Old Gregg all heard you all bitchin' and whining about bears recently. So you know what Old Gregg gonna do? He gonna do you a favor, yes sir. Old Gregg gonna give you some good old advice.

Old Gregg gonna tell you how to kill a bear.

Now see, you gonna first need to get you something like a big, long stick case things go sour at first. Then, what you gonna want to do is this. You gonna find a bathtub first, alright? You all gotta make sure you got that. Then you gonna fill that bathtub with honey, some urine, and treesap, and you gonna need to fill it to about at least the halfway mark cause you gonna be soaking in that shit for awhile.

After 'bout a hour of soaking, when that smell all in you, you gonna take your stick and you gonna head off to wherever the bear is. Now, when you see the bear, he gonna like you cause you smell like him. Yes sir. That's what bears smell like: honey and urine with a little treesap. So that Mr. Bear, he all just gonna lumber over towards you thinking you another bear friend cause bears just have eyes for show. They're actually blind as shit, yes sir. And so, you just gonna let that big old bear sniff at you for awhile.

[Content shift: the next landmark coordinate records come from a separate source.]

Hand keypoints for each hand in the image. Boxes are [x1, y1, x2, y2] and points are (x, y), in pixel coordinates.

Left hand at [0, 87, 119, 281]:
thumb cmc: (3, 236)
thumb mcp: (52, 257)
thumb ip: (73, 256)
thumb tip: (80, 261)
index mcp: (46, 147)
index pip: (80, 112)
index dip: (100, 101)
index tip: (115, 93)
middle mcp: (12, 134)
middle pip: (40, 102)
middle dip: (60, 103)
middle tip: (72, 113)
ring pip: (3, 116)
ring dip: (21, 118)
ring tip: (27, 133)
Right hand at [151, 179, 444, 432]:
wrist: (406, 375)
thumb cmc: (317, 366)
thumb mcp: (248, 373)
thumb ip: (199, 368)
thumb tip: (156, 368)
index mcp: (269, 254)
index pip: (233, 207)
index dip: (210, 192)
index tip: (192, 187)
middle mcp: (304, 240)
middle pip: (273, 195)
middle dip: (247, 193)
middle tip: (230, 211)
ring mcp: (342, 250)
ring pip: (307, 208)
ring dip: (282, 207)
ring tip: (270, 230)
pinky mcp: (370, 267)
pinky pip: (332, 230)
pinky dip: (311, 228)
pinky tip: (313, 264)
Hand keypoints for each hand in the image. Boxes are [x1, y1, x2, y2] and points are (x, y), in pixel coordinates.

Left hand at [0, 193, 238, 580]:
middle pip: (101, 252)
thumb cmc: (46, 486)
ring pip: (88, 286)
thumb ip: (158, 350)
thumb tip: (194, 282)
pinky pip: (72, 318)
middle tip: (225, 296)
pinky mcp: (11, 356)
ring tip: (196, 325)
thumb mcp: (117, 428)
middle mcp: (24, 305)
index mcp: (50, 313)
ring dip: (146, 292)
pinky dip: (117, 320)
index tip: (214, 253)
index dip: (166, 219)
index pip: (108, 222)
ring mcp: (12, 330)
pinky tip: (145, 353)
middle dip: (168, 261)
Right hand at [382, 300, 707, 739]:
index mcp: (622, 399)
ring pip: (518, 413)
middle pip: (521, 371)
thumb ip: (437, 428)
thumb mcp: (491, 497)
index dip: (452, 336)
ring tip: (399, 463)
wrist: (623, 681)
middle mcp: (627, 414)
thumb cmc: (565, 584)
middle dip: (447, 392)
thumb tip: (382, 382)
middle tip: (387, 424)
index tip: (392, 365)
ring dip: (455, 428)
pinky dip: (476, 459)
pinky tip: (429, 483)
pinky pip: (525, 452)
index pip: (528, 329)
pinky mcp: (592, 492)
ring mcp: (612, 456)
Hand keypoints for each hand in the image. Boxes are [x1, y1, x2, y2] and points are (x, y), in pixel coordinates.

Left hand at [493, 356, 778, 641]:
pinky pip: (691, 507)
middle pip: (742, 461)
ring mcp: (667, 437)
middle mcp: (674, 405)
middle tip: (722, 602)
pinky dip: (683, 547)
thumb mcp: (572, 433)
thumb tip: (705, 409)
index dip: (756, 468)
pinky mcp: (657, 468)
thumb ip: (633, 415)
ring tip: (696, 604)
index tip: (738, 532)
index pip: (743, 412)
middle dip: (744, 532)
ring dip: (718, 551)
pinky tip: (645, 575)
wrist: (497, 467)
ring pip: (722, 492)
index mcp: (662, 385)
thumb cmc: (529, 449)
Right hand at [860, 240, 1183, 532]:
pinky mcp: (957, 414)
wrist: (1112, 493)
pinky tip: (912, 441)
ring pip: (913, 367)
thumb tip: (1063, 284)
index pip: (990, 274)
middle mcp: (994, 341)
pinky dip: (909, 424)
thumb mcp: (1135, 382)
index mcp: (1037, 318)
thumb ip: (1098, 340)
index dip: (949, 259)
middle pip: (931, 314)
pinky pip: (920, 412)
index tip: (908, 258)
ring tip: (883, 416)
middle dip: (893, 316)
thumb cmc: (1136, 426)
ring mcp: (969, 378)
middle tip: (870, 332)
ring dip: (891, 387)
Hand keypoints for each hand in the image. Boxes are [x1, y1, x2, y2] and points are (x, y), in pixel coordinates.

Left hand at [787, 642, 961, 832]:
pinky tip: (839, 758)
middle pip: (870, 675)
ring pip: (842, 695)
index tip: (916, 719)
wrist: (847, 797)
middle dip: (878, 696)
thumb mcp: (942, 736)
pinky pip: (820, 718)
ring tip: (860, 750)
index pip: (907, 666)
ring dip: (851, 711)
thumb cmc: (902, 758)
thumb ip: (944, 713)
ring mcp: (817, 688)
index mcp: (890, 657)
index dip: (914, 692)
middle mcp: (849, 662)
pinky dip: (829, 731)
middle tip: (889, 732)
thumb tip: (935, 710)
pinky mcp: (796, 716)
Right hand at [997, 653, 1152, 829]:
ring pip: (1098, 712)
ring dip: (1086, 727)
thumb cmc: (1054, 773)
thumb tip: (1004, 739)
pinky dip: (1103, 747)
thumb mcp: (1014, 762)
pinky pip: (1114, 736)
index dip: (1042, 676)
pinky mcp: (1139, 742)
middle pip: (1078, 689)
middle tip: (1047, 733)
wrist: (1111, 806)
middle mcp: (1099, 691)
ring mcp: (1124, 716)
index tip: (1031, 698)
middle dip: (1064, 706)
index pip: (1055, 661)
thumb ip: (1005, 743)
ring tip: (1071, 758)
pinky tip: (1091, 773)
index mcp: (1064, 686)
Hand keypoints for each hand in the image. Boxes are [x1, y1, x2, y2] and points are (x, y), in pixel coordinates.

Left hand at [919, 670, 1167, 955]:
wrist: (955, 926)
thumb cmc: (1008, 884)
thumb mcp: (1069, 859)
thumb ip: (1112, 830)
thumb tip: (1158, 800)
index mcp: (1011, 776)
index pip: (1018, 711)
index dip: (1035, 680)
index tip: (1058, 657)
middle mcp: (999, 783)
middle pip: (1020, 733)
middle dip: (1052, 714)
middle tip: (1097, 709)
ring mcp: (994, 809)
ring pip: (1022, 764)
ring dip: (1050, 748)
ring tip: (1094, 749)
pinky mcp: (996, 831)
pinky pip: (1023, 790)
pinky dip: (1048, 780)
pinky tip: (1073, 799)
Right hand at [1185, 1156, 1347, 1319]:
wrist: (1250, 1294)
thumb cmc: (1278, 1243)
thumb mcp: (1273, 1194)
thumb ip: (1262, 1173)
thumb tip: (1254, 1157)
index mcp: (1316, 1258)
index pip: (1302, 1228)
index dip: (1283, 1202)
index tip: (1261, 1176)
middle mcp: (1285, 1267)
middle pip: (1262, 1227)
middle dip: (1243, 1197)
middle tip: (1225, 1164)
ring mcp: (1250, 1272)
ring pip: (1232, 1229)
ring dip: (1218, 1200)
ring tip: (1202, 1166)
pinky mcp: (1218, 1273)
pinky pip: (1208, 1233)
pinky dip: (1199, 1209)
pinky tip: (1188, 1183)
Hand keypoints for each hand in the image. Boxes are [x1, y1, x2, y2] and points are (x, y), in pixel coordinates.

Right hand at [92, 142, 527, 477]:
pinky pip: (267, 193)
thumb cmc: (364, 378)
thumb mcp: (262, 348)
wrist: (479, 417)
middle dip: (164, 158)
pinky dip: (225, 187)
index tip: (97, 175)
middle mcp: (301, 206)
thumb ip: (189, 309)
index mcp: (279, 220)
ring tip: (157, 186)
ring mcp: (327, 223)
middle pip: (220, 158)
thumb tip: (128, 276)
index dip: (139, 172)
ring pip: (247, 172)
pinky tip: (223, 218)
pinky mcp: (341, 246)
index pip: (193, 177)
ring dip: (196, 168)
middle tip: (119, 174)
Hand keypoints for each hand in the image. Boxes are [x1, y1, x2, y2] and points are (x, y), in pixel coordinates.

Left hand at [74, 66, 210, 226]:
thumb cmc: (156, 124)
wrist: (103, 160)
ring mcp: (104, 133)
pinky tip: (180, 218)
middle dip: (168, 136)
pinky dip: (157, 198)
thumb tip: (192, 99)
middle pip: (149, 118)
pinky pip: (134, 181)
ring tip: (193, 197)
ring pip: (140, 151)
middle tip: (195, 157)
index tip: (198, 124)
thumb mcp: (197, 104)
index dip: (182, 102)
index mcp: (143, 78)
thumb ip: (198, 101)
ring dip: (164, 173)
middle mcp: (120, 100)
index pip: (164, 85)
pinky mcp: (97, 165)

And when he doing that? You just jam that motherlickin' stick into his ear as far as it goes and try to pierce his beary brain. Now that might not kill him immediately if you don't got a long or big enough of one, so you're probably gonna need to tear it's throat out if it's still standing. Old Gregg prefers using his teeth for that, helps give Old Gregg an extra meal.

And that all how you kill a bear. You all welcome.